-- Opening Marker --

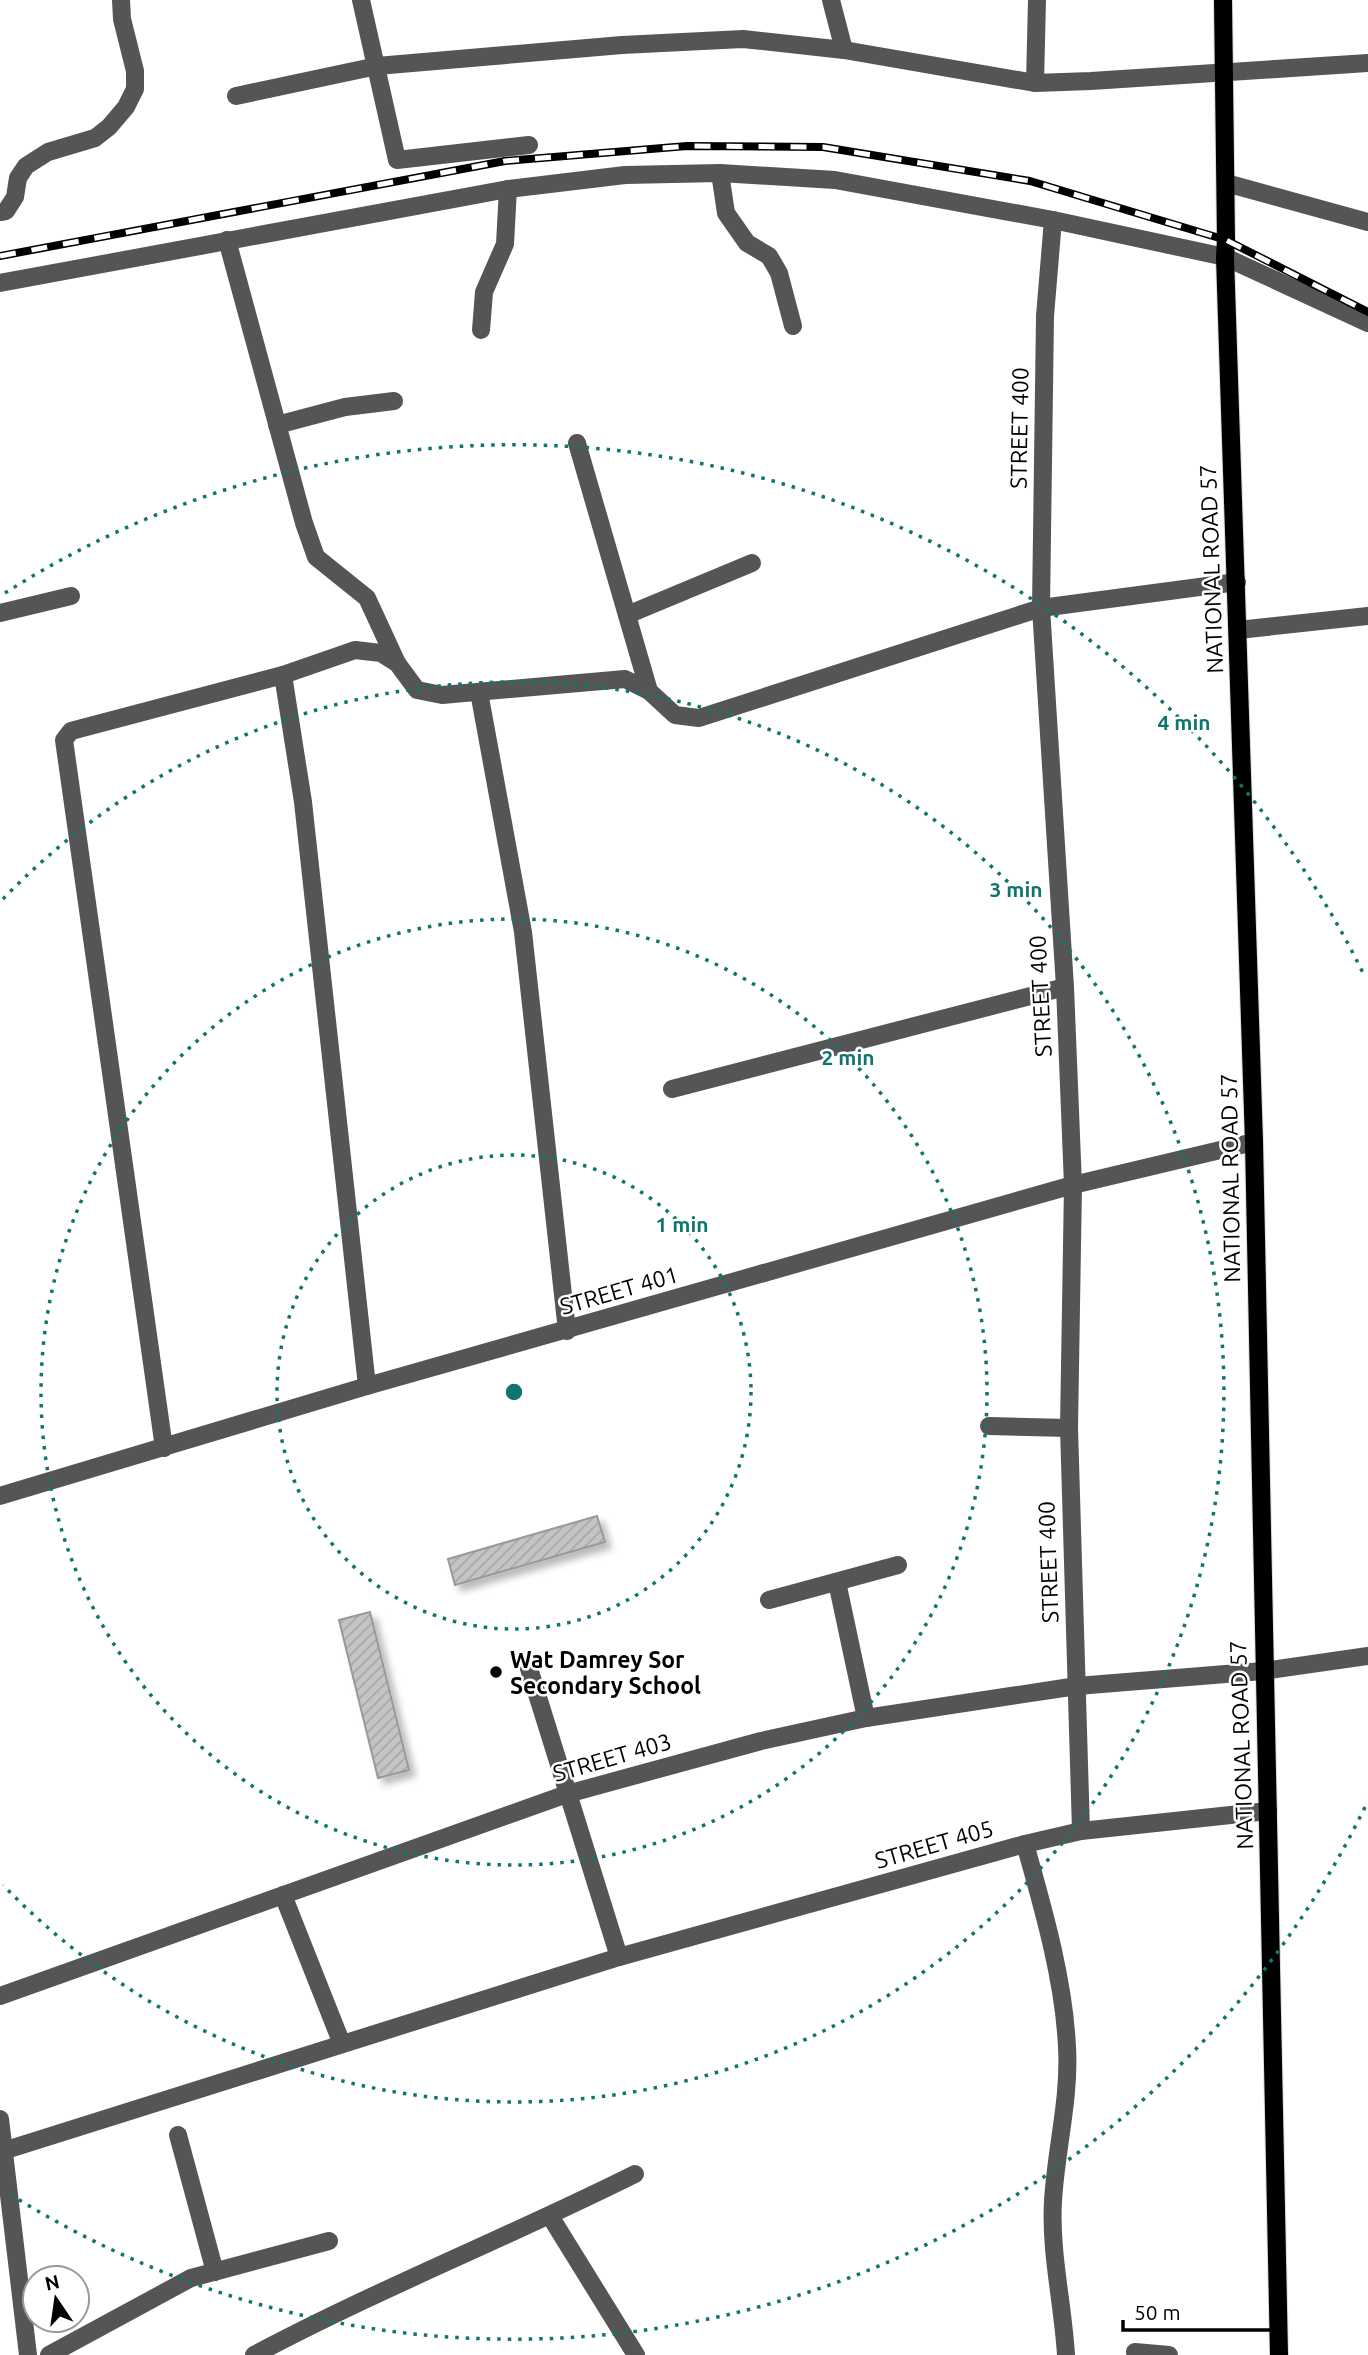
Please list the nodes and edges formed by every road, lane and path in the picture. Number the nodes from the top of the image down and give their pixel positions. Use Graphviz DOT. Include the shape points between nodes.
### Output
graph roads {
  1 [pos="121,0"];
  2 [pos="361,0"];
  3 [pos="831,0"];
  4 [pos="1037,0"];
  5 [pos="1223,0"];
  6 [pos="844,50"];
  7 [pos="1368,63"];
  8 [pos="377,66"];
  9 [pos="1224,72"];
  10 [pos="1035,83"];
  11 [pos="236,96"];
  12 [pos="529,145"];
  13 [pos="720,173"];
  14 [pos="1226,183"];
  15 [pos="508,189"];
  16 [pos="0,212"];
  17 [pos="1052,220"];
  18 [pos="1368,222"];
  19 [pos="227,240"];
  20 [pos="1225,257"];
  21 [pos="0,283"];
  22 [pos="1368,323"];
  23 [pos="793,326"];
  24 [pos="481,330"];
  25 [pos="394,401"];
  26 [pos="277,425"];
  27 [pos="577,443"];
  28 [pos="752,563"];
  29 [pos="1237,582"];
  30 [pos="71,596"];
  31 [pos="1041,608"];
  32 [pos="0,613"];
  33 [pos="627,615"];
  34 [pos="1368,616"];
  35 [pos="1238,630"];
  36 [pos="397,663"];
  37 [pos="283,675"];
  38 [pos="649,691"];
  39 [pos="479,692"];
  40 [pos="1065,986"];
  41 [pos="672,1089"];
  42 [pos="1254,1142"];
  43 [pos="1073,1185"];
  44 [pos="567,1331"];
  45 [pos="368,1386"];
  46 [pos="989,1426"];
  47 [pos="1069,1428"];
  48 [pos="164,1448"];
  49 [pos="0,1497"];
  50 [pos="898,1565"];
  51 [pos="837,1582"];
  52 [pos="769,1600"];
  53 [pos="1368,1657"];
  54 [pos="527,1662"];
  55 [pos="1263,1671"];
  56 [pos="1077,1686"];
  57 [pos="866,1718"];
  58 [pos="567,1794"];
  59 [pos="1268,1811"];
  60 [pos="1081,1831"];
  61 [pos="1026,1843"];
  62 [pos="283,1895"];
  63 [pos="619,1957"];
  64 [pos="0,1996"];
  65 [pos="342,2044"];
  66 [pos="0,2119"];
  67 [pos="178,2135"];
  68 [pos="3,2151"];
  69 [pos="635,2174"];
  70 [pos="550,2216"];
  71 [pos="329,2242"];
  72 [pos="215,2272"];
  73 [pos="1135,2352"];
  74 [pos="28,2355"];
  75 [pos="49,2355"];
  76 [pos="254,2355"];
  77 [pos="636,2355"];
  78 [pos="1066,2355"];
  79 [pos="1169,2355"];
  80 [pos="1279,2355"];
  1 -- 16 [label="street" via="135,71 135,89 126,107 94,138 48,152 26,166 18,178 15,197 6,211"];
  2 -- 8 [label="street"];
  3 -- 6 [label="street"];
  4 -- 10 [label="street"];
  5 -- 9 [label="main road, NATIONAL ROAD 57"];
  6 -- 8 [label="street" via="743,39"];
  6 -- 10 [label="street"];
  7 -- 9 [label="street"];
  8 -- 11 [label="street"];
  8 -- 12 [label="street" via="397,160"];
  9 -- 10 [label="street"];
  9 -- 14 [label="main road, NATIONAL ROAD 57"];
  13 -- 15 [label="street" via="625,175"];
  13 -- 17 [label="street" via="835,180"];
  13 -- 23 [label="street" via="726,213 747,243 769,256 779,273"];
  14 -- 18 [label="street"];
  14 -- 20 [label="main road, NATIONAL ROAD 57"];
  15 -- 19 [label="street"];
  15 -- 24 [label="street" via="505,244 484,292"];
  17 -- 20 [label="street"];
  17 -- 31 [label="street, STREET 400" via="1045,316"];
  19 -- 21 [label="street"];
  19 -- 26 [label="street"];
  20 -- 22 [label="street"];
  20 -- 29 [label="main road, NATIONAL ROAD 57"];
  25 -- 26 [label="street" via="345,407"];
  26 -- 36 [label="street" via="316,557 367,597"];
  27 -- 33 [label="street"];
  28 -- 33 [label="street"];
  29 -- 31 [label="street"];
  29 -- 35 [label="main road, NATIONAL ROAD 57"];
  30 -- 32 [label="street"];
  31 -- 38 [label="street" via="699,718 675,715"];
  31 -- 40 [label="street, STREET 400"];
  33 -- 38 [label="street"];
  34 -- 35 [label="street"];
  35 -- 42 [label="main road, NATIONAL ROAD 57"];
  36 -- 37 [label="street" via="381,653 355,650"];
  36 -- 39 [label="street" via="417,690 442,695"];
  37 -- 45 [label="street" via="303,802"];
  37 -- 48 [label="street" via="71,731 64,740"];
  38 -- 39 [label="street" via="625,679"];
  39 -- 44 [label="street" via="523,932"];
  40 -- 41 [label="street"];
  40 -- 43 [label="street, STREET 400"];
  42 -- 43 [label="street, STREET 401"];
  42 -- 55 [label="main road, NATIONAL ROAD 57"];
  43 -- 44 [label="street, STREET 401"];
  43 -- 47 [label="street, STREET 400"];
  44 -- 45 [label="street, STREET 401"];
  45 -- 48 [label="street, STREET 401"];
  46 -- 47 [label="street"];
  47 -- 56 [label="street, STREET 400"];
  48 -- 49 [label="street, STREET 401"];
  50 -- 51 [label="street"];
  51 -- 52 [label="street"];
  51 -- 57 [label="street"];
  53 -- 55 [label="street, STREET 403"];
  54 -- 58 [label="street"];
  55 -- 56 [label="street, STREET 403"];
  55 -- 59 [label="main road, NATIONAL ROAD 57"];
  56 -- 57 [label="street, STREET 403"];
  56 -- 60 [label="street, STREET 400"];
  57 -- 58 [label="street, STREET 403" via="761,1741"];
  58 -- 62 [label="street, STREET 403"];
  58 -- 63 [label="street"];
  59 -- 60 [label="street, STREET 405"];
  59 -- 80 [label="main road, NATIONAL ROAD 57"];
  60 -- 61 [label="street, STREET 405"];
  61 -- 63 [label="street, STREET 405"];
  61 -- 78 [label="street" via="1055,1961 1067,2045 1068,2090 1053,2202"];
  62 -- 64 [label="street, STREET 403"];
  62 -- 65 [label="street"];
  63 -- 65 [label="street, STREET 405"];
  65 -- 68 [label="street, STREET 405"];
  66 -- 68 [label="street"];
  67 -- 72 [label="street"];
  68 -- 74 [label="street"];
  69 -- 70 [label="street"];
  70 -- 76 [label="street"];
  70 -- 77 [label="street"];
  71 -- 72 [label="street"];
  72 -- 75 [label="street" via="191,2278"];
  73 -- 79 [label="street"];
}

-- Closing Marker --

**ASSIGNED TASK:**
Leave the pictures out and return each entry exactly.

**THE ANSWER:**
Please list the nodes and edges formed by every road, lane and path in the picture. Number the nodes from the top of the image down and give their pixel positions. Use Graphviz DOT. Include the shape points between nodes.
### Output
graph roads {
  1 [pos="121,0"];
  2 [pos="361,0"];
  3 [pos="831,0"];
  4 [pos="1037,0"];
  5 [pos="1223,0"];
  6 [pos="844,50"];
  7 [pos="1368,63"];
  8 [pos="377,66"];
  9 [pos="1224,72"];
  10 [pos="1035,83"];
  11 [pos="236,96"];
  12 [pos="529,145"];
  13 [pos="720,173"];
  14 [pos="1226,183"];
  15 [pos="508,189"];
  16 [pos="0,212"];
  17 [pos="1052,220"];
  18 [pos="1368,222"];
  19 [pos="227,240"];
  20 [pos="1225,257"];
  21 [pos="0,283"];
  22 [pos="1368,323"];
  23 [pos="793,326"];
  24 [pos="481,330"];
  25 [pos="394,401"];
  26 [pos="277,425"];
  27 [pos="577,443"];
  28 [pos="752,563"];
  29 [pos="1237,582"];
  30 [pos="71,596"];
  31 [pos="1041,608"];
  32 [pos="0,613"];
  33 [pos="627,615"];
  34 [pos="1368,616"];
  35 [pos="1238,630"];
  36 [pos="397,663"];
  37 [pos="283,675"];
  38 [pos="649,691"];
  39 [pos="479,692"];
  40 [pos="1065,986"];
  41 [pos="672,1089"];
  42 [pos="1254,1142"];
  43 [pos="1073,1185"];
  44 [pos="567,1331"];
  45 [pos="368,1386"];
  46 [pos="989,1426"];
  47 [pos="1069,1428"];
  48 [pos="164,1448"];
  49 [pos="0,1497"];
  50 [pos="898,1565"];
  51 [pos="837,1582"];
  52 [pos="769,1600"];
  53 [pos="1368,1657"];
  54 [pos="527,1662"];
  55 [pos="1263,1671"];
  56 [pos="1077,1686"];
  57 [pos="866,1718"];
  58 [pos="567,1794"];
  59 [pos="1268,1811"];
  60 [pos="1081,1831"];
  61 [pos="1026,1843"];
  62 [pos="283,1895"];
  63 [pos="619,1957"];
  64 [pos="0,1996"];
  65 [pos="342,2044"];
  66 [pos="0,2119"];
  67 [pos="178,2135"];
  68 [pos="3,2151"];
  69 [pos="635,2174"];
  70 [pos="550,2216"];
  71 [pos="329,2242"];
  72 [pos="215,2272"];
  73 [pos="1135,2352"];
  74 [pos="28,2355"];
  75 [pos="49,2355"];
  76 [pos="254,2355"];
  77 [pos="636,2355"];
  78 [pos="1066,2355"];
  79 [pos="1169,2355"];
  80 [pos="1279,2355"];
  1 -- 16 [label="street" via="135,71 135,89 126,107 94,138 48,152 26,166 18,178 15,197 6,211"];
  2 -- 8 [label="street"];
  3 -- 6 [label="street"];
  4 -- 10 [label="street"];
  5 -- 9 [label="main road, NATIONAL ROAD 57"];
  6 -- 8 [label="street" via="743,39"];
  6 -- 10 [label="street"];
  7 -- 9 [label="street"];
  8 -- 11 [label="street"];
  8 -- 12 [label="street" via="397,160"];
  9 -- 10 [label="street"];
  9 -- 14 [label="main road, NATIONAL ROAD 57"];
  13 -- 15 [label="street" via="625,175"];
  13 -- 17 [label="street" via="835,180"];
  13 -- 23 [label="street" via="726,213 747,243 769,256 779,273"];
  14 -- 18 [label="street"];
  14 -- 20 [label="main road, NATIONAL ROAD 57"];
  15 -- 19 [label="street"];
  15 -- 24 [label="street" via="505,244 484,292"];
  17 -- 20 [label="street"];
  17 -- 31 [label="street, STREET 400" via="1045,316"];
  19 -- 21 [label="street"];
  19 -- 26 [label="street"];
  20 -- 22 [label="street"];
  20 -- 29 [label="main road, NATIONAL ROAD 57"];
  25 -- 26 [label="street" via="345,407"];
  26 -- 36 [label="street" via="316,557 367,597"];
  27 -- 33 [label="street"];
  28 -- 33 [label="street"];
  29 -- 31 [label="street"];
  29 -- 35 [label="main road, NATIONAL ROAD 57"];
  30 -- 32 [label="street"];
  31 -- 38 [label="street" via="699,718 675,715"];
  31 -- 40 [label="street, STREET 400"];
  33 -- 38 [label="street"];
  34 -- 35 [label="street"];
  35 -- 42 [label="main road, NATIONAL ROAD 57"];
  36 -- 37 [label="street" via="381,653 355,650"];
  36 -- 39 [label="street" via="417,690 442,695"];
  37 -- 45 [label="street" via="303,802"];
  37 -- 48 [label="street" via="71,731 64,740"];
  38 -- 39 [label="street" via="625,679"];
  39 -- 44 [label="street" via="523,932"];
  40 -- 41 [label="street"];
  40 -- 43 [label="street, STREET 400"];
  42 -- 43 [label="street, STREET 401"];
  42 -- 55 [label="main road, NATIONAL ROAD 57"];
  43 -- 44 [label="street, STREET 401"];
  43 -- 47 [label="street, STREET 400"];
  44 -- 45 [label="street, STREET 401"];
  45 -- 48 [label="street, STREET 401"];
  46 -- 47 [label="street"];
  47 -- 56 [label="street, STREET 400"];
  48 -- 49 [label="street, STREET 401"];
  50 -- 51 [label="street"];
  51 -- 52 [label="street"];
  51 -- 57 [label="street"];
  53 -- 55 [label="street, STREET 403"];
  54 -- 58 [label="street"];
  55 -- 56 [label="street, STREET 403"];
  55 -- 59 [label="main road, NATIONAL ROAD 57"];
  56 -- 57 [label="street, STREET 403"];
  56 -- 60 [label="street, STREET 400"];
  57 -- 58 [label="street, STREET 403" via="761,1741"];
  58 -- 62 [label="street, STREET 403"];
  58 -- 63 [label="street"];
  59 -- 60 [label="street, STREET 405"];
  59 -- 80 [label="main road, NATIONAL ROAD 57"];
  60 -- 61 [label="street, STREET 405"];
  61 -- 63 [label="street, STREET 405"];
  61 -- 78 [label="street" via="1055,1961 1067,2045 1068,2090 1053,2202"];
  62 -- 64 [label="street, STREET 403"];
  62 -- 65 [label="street"];
  63 -- 65 [label="street, STREET 405"];
  65 -- 68 [label="street, STREET 405"];
  66 -- 68 [label="street"];
  67 -- 72 [label="street"];
  68 -- 74 [label="street"];
  69 -- 70 [label="street"];
  70 -- 76 [label="street"];
  70 -- 77 [label="street"];
  71 -- 72 [label="street"];
  72 -- 75 [label="street" via="191,2278"];
  73 -- 79 [label="street"];
}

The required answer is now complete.